Re: rethinking the HTML DTD.

Dan Connolly (
Tue, 14 Jul 92 17:25:56 CDT

Message-Id: <>
To: (Tim Berners-Lee)
Subject: Re: rethinking the HTML DTD. 
In-Reply-To: Your message of "Wed, 15 Jul 92 00:03:56 +0700."
             <9207142203.AA02008@ > 
Date: Tue, 14 Jul 92 17:25:56 CDT
From: Dan Connolly <>

Ok, so we really do want to use SGML. Good. I agree. I just
wanted to hear from the WWW community.

>You say HTML is not SGML.  It is true that the HTML generted by the NeXT editor
>is not good. (example, lack of quotes around attributes which need them.)
>Hwoever, the current parser wil parse real SGML. 
The biggest problem with HTML files is that they have only 1 of the 3
basic parts of an SGML document: the SGML declaration, the prologue,
and the instnace. HTML documents only have the instance. It's legal
to omit the SGML declaration -- there's a default. But you've got
to have a prologue, or you end up with a non-standard way of infering
the prologue (for example, every WWW client infers the DTD described
in "".)

So if we're commited to SGML, let's start putting something like


at the front of every HTML file (we don't have to store it in the
file -- servers that distribute HTML could generate it on the fly.)
And let's put _some_ kind of DTD there.

>In the future, the web will inclued more complex DTDs, and dynamically
>loaded DTDs, and people will want to use the same parser for it.
Interesting! There are plans to support more than one DTD!
This makes SGML a clear winner.

>So I feel RTF would be a backward step. It is true that the current
>W3 software is at a point level with RTF rather than general SGML.
>But why tie ourselves to that point?

I guess that's what I wanted to hear: that the goals of WWW and the
features of SGML really _do_ have a lot in common, but the current
implementation doesn't support many of them.

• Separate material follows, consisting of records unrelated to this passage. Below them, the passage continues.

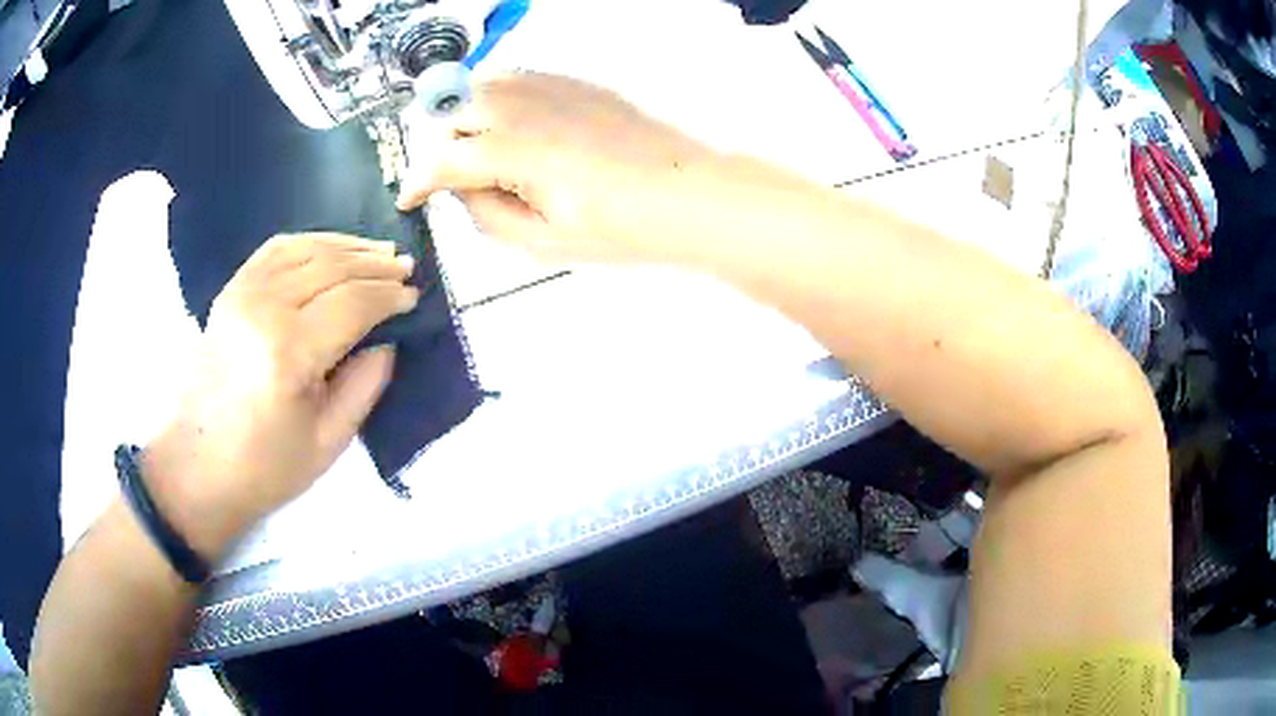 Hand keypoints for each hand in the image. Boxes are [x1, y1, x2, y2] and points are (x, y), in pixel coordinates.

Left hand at [142, 234, 418, 558]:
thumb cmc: (265, 469)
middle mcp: (263, 310)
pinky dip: (309, 242)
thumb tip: (387, 340)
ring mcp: (241, 294)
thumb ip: (365, 386)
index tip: (414, 297)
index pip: (352, 302)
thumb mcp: (328, 443)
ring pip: (305, 249)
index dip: (389, 295)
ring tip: (378, 252)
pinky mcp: (229, 292)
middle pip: (331, 266)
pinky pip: (274, 250)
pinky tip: (331, 248)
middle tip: (405, 269)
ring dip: (347, 246)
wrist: (197, 469)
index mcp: (288, 353)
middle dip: (375, 264)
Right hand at [397, 72, 721, 263]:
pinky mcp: (573, 80)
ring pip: (481, 86)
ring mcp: (551, 86)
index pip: (442, 159)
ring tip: (482, 151)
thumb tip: (462, 188)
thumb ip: (486, 214)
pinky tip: (516, 126)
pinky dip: (499, 98)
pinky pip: (516, 78)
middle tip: (456, 179)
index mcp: (514, 151)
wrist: (684, 192)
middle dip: (442, 146)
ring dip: (466, 115)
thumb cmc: (619, 228)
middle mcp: (523, 106)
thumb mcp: (542, 242)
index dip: (417, 181)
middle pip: (453, 113)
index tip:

Just to make sure I've beat this horse to death: let's begin to
formalize HTML and validate existing HTML documents before the
distance between HTML and SGML gets too big.


p.s. I'm working on a DTD that reflects the structure of most existing
word-processor documents: a sequence of paragraphs (maybe broken
into flows, sections, or whatever). I'll have RTF and MIF translators
for the DTD when it's ready. Maybe HTML2 can use some of the features --
the low level character-set related features, anyway.